Что ж, давайте разбираться. Для начала предлагаю обратить внимание на фрагмент интервью о. Саввы обозревателю газеты «Известия» Борису Клину, опубликованного на сайте Московской Патриархии /http://www.patriarchia.ru/db/text/1249515. html /: «Очень часто священники сетуют на свое полное бесправие в отношениях с архиереем, который может просто запретить в служении», - говорит журналист. - «Всякий священник, считающий, что с ним поступили несправедливо, - отвечает о. Савва, - имеет право направить апелляцию на имя Предстоятеля. Патриарх Кирилл дал четкую установку: любая жалоба на его имя должна быть изучена, и на нее должен быть направлен обстоятельный ответ».
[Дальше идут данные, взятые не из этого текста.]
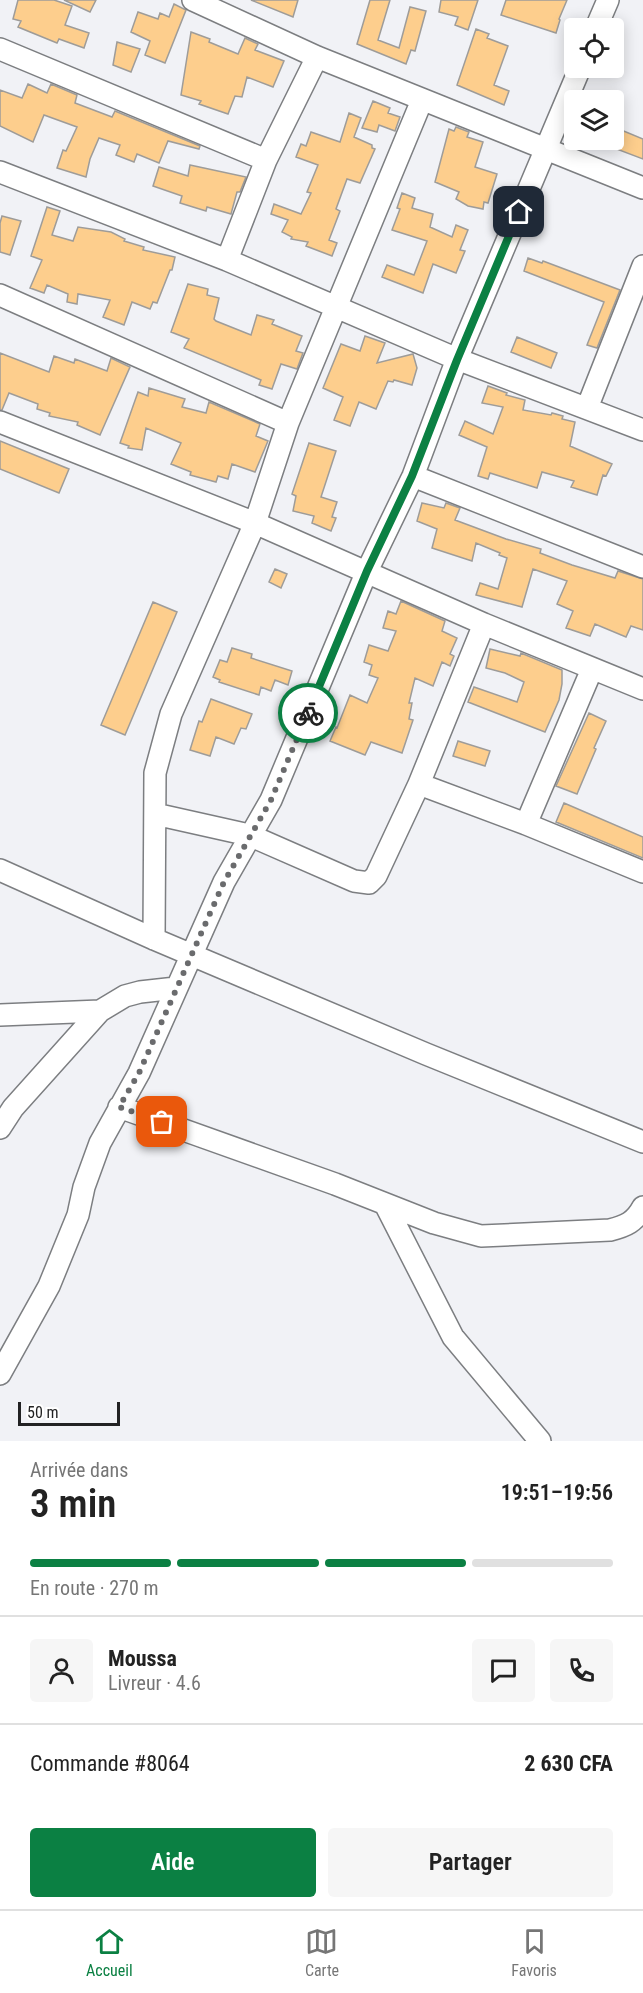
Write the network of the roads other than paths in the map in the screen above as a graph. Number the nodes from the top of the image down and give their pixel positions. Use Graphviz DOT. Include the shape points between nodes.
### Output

Обратите внимание на контекст: речь об апелляциях на архиерейские личные указы.

Чтобы ни у кого не закралось сомнение, что это административный произвол, попирающий соборно принятое Положение, вчитаемся в содержание 3-ей статьи:

1. Полнота судебной власти в Русской Православной Церкви принадлежит Архиерейскому Собору Русской Православной Церкви, именуемому в дальнейшем тексте настоящего Положения „Архиерейский Собор“. Судебная власть в Русской Православной Церкви осуществляется также Священным Синодом Русской Православной Церкви, именуемым в дальнейшем тексте настоящего Положения „Священный Синод“, и Патриархом Московским и всея Руси.

Осуществляемая Общецерковным Судом судебная власть проистекает из канонической власти Священного Синода и Патриарха Московского и всея Руси, которая делегируется Общецерковному суду.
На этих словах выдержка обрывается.